Like all fleeting feelings, it passed in time. However, feelings have a function to tell me something about myself at that moment. Prayerfully sitting with the feeling, in silence, allowed me to review the situation and take whatever action I was prompted to make by the Holy Spirit.
Pondering on hope, I was drawn to St Paul’s “Hymn to Love”:
“for now we see in a mirror, confusedly, but then we shall see face to face. Now I know only partially, then I shall know fully, just as I am fully known. Now faith, hope and love abide, the three of them, but the greatest of them is love.” (1 Corinthians:13 12-13)
I realised that there is a connectedness between these three theological virtues, faith, hope and love. They do not stand in isolation. There is a movement from one to another. Faith in God leads to hope in Jesus the Christ, the Son of God. This leads to an understanding that God is the source of love which flows through the world. I can act like a conduit for love. I can freely give to others the love I am freely and continuously given by God. Love doesn’t run out. I don’t have to conserve it. There is an endless supply. An analogy could be made with the way the energy from sunlight flows through ecosystems, energising the whole planet. There is enough and more to keep it functioning. When darkness comes at night, we hope there is plenty more light the next day. The hope is so strong that it becomes knowledge. It becomes a certainty. I wake up most mornings with gratitude for a lot of things but rarely remember to give thanks for the sun rising. Nevertheless, on an overcast day, I do feel very good when the sun becomes visible, however briefly, in a break in the clouds. What occurred to me, in my musings, was that love is always flowing, in abundance, whether we recognise its source or not.
For me, my understanding, in an abstract way, of true faith in God started in my 40s, accepting the source of love to be God.
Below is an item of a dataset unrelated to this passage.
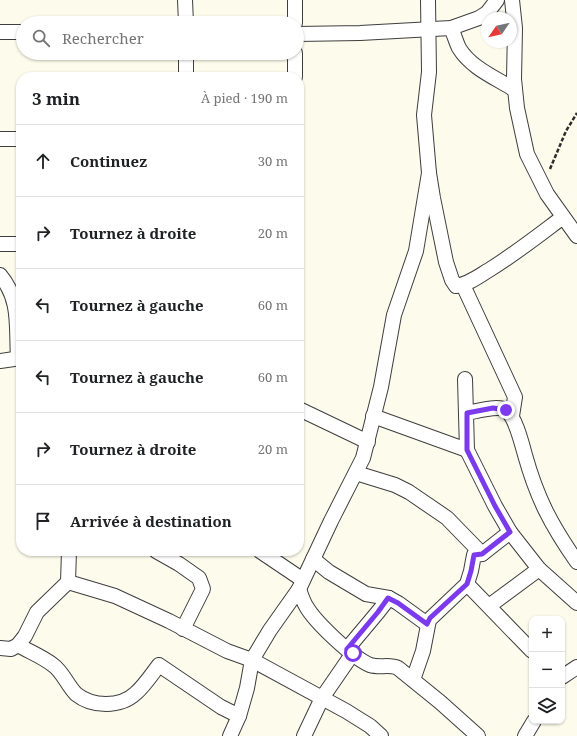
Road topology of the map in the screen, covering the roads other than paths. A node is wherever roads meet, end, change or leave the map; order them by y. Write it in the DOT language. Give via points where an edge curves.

Without God, the world just seemed to languish in inexplicable absurdity. Progressing from faith in God to hope in Jesus the Christ came about when I was able to truly believe in the divinity of Jesus. In the Gospels, Jesus is slow to declare himself to be the Son of God, the second person of the Holy Trinity, but, during his passion, he says “I am” (Mark 14:62) echoing “I am who I am” (Exodus 3:24) which God says to Moses. I believe Him. My hope in Jesus is summarised in the Commemoration of the Dead in the Eucharistic Prayers in the Order of Mass: “To us, also, your servants, who, though sinners, hope in your abundant mercies,” (EPI) or “Remember also our brothers and sisters who have fallen asleep in the hope of the resurrection.” (EPII) or “There we hope to enjoy for ever the fullness of your glory, when you will wipe away every tear from our eyes.” (EPIII). It is the divinity of Jesus which enables me to hope in something beyond and after what the world has to offer. However, hoping to die a good death requires me to live a good life. Learning about and relating to the humanity of Jesus in the gospels encourages me to attempt to respond to the life of Jesus, to align myself to the will of God, in a way that I can begin to understand, seeing God face to face.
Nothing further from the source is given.